The Granville development, so named after George Leverson Gower, second Earl Granville (1815-1891), was a venture undertaken by Edward Welby Pugin, together with investors Robert Sankey, George Burgess and John Barnet Hodgson on land acquired from the Mount Albion Estate in 1867. The scheme was to be an important new building in the eastward expansion of the town. At the outset, the intention was to build a relatively restrained speculative terrace of large townhouses with some additional facilities. However, as the scheme progressed and it became apparent that buyers could not be secured, revised plans for an enlarged hotel complex were adopted in 1868 and brought to completion in 1869 (Thanet Advertiser, 26 June 1869, p2).

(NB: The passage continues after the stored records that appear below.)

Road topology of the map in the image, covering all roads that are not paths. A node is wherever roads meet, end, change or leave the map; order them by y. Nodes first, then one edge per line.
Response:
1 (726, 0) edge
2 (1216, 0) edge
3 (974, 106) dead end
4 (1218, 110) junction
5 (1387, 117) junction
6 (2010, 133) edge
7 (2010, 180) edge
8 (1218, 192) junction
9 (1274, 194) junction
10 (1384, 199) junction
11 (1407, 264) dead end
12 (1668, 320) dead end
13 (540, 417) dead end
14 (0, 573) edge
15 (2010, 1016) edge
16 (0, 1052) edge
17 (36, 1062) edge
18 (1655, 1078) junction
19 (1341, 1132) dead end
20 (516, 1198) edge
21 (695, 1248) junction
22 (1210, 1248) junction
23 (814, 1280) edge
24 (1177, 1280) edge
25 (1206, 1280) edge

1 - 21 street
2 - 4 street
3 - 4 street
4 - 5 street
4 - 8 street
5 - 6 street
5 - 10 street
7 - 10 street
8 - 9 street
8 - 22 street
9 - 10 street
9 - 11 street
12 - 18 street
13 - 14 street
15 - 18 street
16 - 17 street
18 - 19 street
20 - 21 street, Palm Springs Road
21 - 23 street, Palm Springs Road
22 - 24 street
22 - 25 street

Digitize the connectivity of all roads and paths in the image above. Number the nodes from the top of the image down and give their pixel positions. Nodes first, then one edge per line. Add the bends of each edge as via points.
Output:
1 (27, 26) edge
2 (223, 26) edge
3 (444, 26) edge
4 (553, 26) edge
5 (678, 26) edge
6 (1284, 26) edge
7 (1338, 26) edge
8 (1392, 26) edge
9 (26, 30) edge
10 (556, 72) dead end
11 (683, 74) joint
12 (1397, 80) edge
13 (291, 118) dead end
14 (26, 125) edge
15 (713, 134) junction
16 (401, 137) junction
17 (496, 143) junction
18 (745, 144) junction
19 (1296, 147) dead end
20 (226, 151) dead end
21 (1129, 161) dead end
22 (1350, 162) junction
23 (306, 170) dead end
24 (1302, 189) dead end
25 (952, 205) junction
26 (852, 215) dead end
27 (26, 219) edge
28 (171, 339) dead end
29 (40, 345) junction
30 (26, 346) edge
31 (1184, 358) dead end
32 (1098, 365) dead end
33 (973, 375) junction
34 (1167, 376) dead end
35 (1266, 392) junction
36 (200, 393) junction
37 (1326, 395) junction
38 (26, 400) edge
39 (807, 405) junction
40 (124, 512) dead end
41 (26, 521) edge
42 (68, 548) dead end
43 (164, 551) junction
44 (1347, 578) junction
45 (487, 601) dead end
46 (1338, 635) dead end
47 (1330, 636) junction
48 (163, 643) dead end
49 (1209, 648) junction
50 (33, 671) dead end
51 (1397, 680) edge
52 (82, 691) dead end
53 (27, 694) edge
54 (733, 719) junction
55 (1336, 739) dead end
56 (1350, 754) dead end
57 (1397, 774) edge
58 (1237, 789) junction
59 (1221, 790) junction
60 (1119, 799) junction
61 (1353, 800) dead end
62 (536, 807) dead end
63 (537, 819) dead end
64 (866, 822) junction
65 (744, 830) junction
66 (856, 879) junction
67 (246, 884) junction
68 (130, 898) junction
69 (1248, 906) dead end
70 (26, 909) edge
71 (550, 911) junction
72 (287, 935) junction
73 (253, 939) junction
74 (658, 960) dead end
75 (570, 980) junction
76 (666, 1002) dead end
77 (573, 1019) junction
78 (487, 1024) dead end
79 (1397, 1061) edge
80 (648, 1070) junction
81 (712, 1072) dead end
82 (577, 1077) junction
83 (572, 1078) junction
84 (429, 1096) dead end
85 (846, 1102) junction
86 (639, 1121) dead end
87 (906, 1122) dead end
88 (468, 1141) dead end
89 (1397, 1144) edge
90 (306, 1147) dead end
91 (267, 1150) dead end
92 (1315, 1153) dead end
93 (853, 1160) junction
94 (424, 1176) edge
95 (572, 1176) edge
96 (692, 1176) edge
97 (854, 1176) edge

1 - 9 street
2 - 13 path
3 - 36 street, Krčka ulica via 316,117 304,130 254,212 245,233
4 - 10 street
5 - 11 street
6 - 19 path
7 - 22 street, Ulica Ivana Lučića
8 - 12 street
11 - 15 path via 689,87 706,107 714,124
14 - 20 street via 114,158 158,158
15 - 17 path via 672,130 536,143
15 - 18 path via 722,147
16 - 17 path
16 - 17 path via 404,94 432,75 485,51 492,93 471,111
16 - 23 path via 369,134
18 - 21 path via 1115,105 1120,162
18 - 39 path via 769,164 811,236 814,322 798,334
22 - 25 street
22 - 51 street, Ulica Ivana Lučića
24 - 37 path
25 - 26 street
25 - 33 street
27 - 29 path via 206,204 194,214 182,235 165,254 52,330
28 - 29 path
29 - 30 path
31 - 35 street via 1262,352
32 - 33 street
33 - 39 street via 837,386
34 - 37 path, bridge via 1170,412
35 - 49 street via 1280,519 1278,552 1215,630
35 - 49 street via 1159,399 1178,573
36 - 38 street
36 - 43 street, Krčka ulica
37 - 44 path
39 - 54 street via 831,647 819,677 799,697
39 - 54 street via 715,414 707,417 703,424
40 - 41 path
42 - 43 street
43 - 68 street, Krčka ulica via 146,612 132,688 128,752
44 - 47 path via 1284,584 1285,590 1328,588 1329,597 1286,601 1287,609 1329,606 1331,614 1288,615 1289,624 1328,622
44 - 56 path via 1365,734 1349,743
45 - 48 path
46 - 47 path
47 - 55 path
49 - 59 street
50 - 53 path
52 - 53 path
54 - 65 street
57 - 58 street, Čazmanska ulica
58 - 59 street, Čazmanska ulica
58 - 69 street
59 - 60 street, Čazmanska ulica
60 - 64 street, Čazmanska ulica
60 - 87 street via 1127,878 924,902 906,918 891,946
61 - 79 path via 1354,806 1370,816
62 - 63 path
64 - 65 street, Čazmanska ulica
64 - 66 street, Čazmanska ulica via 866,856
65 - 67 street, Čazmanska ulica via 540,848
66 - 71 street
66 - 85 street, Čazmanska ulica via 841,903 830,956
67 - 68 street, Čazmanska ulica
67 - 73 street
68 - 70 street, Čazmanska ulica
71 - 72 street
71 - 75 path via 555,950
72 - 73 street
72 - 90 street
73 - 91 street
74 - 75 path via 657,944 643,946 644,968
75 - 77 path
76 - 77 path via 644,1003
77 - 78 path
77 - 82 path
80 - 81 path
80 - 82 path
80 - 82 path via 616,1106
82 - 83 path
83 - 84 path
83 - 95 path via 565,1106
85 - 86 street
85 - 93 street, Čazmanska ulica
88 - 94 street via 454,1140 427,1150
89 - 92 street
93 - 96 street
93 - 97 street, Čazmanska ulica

An opening ball held in the Granville Hall, which was attended by county society in December 1869, heralded the success of the impressive new building. However, growing financial difficulties forced Pugin to mortgage the hotel to Coutts Bank as security for his loans. When he was declared bankrupt in October 1872 the bank repossessed the hotel (Thanet Advertiser, 22 November 1872, p2) and the site was subsequently purchased by the developer and Liberal parliamentary candidate Edmund Davis. Under the direction of Davis in 1876-1877, a new scheme for the Granville Marina and Victoria Gardens to attract further visitors was developed.

As part of the Victoria Gardens scheme commissioned by Davis and planned by his architect J T Wimperis, turnstiles, a perimeter railing and a kiosk were built to screen-off the formal gardens and entertainments within the enclosure. Visitors to the gardens could pay a small admission fee at the kiosk to enter, as contemporary photographs show. The private gardens were relatively short-lived, with this seafront enclosure being acquired by the Ramsgate Corporation in 1892. By the end of the C19 the Granville Hotel was being run by the successful hoteliers, Messrs Spiers and Pond and photographs showing the works to the hotel undertaken in 1900 also make clear that the railings to the private gardens had been removed and the gardens remodelled by this time. A later photograph from the Francis Frith collection (about 1920) shows the kiosk selling postcards and newspapers, a use which was sustained throughout the C20 and into the C21.

Reasons for Listing

The Victoria Gardens Kiosk is listed at Grade II for the following principal reasons:

Architectural interest:

* as a distinctive, well-preserved seafront kiosk designed in a picturesque Gothic style.

Group value:

* with the Grade II-listed Granville Hotel and Marina which it was designed and built in connection with.